AVAILABLE DATA Block Start

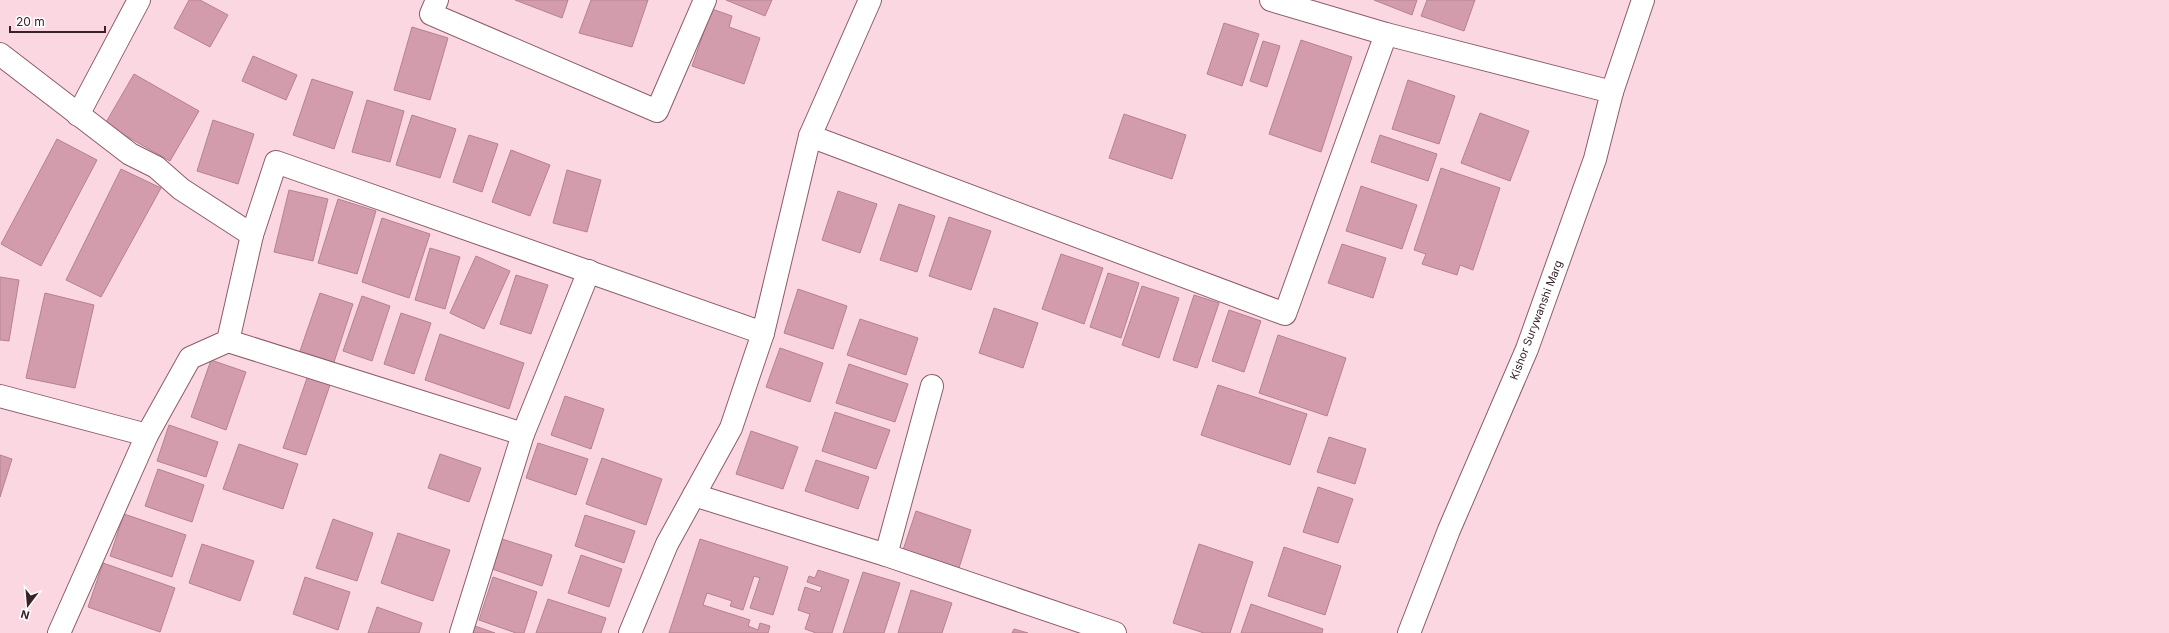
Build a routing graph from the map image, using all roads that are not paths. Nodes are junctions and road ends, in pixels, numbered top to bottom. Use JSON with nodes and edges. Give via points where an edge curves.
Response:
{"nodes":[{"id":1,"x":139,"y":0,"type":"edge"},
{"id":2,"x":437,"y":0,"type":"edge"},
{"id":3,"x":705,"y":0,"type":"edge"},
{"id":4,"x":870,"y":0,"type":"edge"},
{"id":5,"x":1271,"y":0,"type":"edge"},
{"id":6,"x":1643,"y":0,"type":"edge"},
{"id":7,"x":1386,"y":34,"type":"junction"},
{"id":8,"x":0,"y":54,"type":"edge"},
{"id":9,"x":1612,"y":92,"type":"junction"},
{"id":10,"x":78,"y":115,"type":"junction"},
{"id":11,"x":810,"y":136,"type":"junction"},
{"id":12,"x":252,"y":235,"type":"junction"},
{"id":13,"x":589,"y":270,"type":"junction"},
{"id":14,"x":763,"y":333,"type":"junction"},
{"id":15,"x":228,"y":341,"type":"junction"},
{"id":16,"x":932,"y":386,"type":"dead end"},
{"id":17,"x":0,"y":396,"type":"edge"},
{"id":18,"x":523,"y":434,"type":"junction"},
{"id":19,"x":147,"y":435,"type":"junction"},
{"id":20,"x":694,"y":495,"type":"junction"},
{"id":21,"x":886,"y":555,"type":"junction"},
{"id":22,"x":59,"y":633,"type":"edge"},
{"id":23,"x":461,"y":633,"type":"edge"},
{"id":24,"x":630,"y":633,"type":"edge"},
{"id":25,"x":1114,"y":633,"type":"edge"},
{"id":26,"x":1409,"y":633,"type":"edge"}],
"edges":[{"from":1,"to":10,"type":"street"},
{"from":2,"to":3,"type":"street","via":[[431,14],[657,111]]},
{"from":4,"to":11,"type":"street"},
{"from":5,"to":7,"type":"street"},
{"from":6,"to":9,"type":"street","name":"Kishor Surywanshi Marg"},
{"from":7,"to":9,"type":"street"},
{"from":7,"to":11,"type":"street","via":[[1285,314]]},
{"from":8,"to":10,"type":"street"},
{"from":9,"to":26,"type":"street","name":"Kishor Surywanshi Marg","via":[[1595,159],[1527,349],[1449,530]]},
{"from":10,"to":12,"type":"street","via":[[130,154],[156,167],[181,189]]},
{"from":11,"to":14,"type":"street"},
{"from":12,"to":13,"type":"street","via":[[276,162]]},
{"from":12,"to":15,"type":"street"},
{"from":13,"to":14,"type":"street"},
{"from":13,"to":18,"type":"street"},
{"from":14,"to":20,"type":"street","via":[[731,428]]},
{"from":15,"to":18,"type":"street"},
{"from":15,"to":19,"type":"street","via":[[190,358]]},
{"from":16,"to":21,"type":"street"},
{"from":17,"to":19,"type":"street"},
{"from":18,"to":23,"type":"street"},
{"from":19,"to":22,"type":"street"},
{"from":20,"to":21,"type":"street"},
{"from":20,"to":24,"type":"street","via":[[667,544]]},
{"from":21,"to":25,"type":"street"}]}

AVAILABLE DATA Block End
AVAILABLE DATA Block Start

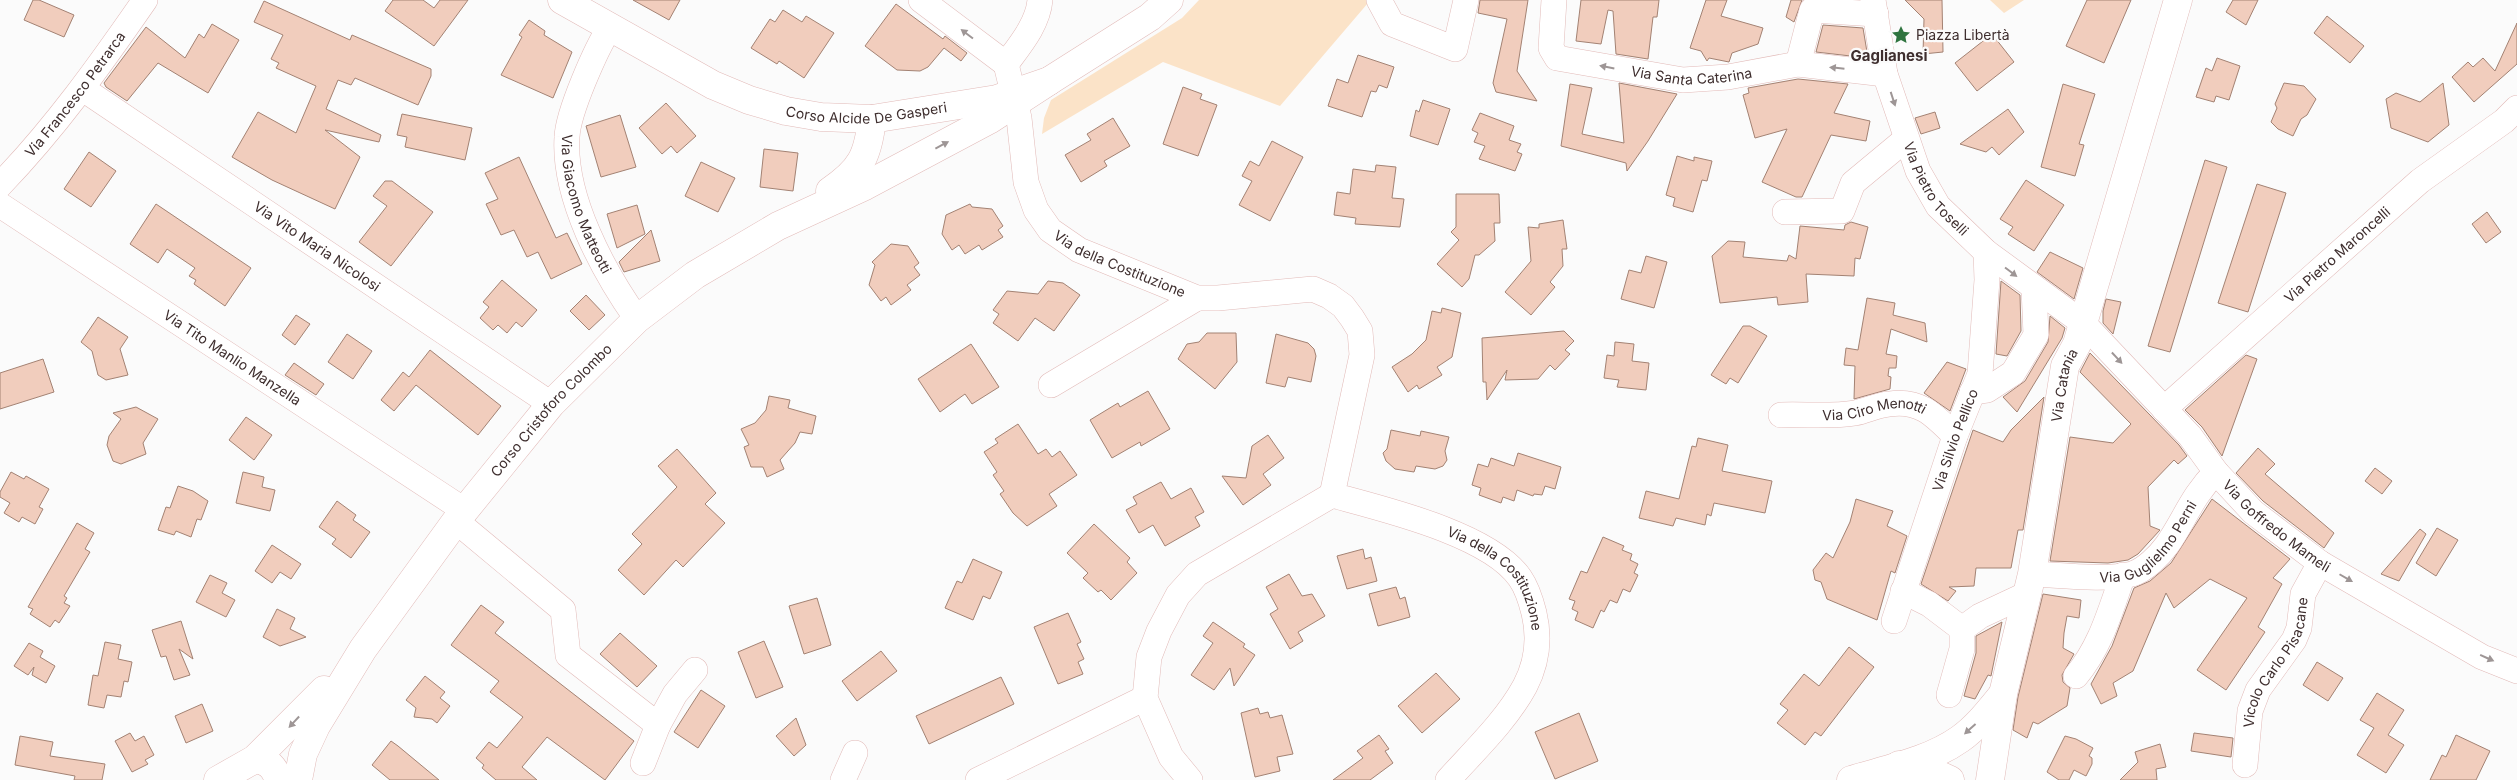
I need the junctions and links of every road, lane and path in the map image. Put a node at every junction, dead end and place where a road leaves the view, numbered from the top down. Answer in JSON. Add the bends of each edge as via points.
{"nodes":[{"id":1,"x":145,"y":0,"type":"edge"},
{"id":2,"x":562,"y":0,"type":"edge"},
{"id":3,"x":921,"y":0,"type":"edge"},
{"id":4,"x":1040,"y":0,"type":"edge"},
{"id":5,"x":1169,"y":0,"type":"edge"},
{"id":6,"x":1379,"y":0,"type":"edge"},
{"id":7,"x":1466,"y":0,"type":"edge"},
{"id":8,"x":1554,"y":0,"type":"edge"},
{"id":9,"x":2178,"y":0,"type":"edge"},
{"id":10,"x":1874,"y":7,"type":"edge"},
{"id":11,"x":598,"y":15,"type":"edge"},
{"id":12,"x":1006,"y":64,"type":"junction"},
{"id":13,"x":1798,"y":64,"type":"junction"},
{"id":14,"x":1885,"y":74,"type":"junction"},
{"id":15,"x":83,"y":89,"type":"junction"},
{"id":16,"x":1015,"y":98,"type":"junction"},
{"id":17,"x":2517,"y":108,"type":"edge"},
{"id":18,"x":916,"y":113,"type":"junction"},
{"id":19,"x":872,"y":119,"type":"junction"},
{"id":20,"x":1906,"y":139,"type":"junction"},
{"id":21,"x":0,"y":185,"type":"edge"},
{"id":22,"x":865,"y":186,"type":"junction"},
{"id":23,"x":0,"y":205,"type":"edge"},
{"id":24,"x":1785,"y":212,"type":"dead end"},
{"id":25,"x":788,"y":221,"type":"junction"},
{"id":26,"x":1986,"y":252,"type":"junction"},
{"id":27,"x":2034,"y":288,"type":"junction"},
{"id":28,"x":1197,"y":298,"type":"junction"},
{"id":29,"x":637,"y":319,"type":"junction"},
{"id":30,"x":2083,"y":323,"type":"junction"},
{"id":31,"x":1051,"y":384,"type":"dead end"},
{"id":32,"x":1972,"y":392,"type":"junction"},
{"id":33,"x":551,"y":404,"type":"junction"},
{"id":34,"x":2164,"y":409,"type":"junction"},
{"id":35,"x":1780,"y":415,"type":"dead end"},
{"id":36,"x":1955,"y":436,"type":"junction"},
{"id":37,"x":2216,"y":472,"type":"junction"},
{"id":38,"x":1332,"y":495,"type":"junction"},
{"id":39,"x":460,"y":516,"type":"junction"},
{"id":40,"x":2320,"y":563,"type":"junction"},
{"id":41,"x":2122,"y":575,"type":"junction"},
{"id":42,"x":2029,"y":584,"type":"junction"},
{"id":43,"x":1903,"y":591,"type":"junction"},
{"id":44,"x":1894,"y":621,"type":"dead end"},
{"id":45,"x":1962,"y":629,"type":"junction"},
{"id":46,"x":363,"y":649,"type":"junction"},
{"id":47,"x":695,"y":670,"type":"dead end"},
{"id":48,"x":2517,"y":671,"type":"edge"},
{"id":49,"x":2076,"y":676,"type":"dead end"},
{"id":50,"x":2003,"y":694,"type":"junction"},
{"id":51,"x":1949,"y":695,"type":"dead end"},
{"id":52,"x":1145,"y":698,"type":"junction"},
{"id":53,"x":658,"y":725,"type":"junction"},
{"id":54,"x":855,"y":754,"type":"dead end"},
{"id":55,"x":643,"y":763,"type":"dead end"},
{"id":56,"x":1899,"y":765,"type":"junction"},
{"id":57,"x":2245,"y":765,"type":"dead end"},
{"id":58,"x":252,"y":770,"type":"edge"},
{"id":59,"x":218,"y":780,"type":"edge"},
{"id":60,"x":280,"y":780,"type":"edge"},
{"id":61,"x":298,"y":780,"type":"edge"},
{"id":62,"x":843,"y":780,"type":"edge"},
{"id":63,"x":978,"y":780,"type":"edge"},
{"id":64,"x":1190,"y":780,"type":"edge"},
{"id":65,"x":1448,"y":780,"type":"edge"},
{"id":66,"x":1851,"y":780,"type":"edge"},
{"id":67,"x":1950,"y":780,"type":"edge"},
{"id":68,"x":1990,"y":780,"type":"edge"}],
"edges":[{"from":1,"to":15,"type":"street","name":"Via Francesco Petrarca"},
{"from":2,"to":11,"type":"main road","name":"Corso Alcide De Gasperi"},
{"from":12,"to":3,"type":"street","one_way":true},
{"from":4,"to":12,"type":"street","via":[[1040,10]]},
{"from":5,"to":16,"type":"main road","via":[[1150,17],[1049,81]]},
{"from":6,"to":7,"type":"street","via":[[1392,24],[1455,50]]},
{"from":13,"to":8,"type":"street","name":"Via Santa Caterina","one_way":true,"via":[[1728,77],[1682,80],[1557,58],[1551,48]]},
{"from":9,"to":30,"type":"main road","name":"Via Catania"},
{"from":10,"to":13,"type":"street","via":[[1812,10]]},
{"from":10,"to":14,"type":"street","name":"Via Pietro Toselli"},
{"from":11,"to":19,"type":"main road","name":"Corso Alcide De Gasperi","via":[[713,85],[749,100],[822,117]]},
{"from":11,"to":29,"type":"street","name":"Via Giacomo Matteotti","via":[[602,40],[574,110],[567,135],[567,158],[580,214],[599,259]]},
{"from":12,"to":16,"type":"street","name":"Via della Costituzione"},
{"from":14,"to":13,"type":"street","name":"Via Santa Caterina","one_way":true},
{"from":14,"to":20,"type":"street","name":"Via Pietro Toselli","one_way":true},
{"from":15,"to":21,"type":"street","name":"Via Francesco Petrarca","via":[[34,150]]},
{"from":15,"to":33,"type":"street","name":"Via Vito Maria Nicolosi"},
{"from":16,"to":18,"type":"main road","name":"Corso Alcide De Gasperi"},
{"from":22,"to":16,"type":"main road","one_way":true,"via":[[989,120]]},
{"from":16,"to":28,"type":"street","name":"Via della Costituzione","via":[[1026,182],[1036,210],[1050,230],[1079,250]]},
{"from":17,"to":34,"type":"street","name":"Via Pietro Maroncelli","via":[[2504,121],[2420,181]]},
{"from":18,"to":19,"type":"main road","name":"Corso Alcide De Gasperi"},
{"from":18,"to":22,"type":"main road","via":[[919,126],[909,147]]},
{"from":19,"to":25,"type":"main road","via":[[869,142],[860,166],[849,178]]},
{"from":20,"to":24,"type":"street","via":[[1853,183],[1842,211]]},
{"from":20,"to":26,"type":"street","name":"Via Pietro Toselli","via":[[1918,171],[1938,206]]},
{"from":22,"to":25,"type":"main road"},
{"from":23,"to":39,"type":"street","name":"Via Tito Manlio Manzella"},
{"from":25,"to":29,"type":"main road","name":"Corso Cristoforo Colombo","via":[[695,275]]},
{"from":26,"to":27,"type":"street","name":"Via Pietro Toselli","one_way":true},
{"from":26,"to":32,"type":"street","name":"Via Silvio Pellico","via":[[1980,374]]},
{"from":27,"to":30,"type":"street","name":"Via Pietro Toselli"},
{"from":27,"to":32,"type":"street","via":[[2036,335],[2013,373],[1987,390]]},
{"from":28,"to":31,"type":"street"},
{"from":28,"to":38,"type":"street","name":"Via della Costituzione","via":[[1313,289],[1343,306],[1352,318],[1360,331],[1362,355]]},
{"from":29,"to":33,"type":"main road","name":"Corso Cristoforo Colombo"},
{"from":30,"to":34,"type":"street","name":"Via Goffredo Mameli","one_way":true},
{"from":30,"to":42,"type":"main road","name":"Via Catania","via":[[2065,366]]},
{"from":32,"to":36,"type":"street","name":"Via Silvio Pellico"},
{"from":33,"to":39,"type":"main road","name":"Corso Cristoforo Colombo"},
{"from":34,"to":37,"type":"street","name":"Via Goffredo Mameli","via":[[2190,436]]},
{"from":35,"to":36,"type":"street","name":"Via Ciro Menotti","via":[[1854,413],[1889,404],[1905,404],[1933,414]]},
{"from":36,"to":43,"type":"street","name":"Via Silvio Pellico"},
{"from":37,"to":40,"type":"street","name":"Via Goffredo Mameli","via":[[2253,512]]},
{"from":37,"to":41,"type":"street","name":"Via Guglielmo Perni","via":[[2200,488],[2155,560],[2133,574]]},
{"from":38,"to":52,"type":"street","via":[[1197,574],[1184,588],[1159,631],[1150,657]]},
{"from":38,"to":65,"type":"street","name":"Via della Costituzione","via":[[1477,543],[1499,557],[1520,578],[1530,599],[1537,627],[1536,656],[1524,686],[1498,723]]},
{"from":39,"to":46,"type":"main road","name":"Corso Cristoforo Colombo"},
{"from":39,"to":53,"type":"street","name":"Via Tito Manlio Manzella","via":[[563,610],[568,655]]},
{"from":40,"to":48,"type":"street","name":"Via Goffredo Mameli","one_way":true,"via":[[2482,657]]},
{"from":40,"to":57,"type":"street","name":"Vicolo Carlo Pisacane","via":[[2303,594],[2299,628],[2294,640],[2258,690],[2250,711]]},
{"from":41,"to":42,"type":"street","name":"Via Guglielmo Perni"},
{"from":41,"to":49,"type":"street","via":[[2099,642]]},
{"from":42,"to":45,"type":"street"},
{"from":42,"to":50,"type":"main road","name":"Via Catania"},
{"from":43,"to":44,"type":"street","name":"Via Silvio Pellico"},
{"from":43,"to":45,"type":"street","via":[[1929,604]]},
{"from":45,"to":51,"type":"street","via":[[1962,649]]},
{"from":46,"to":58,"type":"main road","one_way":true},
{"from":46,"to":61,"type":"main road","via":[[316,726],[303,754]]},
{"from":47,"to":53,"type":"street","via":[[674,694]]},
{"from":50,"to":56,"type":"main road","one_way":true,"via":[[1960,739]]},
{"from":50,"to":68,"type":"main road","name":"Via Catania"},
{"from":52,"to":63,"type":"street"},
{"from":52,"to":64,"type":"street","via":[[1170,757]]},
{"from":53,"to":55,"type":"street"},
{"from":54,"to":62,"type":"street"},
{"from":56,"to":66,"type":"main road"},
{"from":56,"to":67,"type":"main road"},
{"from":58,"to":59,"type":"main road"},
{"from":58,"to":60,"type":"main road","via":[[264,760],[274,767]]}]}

AVAILABLE DATA Block End
AVAILABLE DATA Block Start

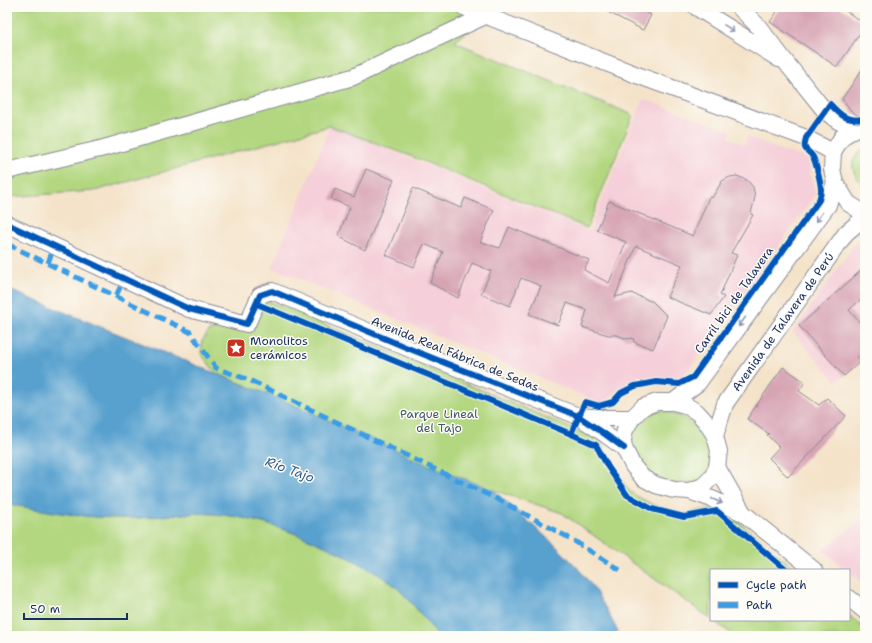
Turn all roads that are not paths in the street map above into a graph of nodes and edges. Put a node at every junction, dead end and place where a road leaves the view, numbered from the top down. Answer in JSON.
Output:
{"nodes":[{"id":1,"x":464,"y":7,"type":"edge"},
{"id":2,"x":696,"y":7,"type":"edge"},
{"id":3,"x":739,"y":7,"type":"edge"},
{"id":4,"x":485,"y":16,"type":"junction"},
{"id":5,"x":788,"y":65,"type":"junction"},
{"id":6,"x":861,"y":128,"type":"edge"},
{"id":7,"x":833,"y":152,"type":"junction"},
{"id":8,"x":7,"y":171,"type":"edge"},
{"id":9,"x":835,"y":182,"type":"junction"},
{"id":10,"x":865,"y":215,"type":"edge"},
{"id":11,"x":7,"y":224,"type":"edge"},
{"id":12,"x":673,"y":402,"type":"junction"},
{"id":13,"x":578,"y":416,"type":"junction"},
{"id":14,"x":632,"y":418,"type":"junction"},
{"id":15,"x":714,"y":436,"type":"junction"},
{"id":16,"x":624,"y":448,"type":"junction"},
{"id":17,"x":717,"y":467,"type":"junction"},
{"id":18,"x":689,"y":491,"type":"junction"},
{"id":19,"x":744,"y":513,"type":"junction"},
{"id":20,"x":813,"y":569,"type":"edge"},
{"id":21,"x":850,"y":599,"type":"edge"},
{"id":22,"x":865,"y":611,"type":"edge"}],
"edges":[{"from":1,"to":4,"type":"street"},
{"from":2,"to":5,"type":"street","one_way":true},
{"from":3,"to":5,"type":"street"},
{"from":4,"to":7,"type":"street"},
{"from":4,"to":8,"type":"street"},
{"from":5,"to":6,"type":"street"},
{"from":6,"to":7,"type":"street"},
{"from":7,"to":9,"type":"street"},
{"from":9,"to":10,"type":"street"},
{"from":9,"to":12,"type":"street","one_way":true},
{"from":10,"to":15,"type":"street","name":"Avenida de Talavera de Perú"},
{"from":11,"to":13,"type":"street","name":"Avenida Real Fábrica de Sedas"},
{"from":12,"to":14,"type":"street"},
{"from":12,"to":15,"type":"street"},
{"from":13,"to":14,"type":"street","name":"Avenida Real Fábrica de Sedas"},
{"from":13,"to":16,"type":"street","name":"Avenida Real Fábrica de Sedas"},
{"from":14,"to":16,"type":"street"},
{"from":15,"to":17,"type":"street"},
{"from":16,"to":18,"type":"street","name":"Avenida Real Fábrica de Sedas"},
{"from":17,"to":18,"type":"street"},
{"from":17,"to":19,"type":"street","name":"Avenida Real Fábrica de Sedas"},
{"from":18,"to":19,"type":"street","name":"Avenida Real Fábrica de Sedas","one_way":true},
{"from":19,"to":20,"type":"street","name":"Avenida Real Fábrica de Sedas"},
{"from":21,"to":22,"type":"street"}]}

AVAILABLE DATA Block End

In the records above, find every line containing the word "paths" and show it.

» **RESPONSE AREA**:
Build a routing graph from the map image, using all roads that are not paths. Nodes are junctions and road ends, in pixels, numbered top to bottom. Use JSON with nodes and edges. Give via points where an edge curves.
Turn all roads that are not paths in the street map above into a graph of nodes and edges. Put a node at every junction, dead end and place where a road leaves the view, numbered from the top down. Answer in JSON.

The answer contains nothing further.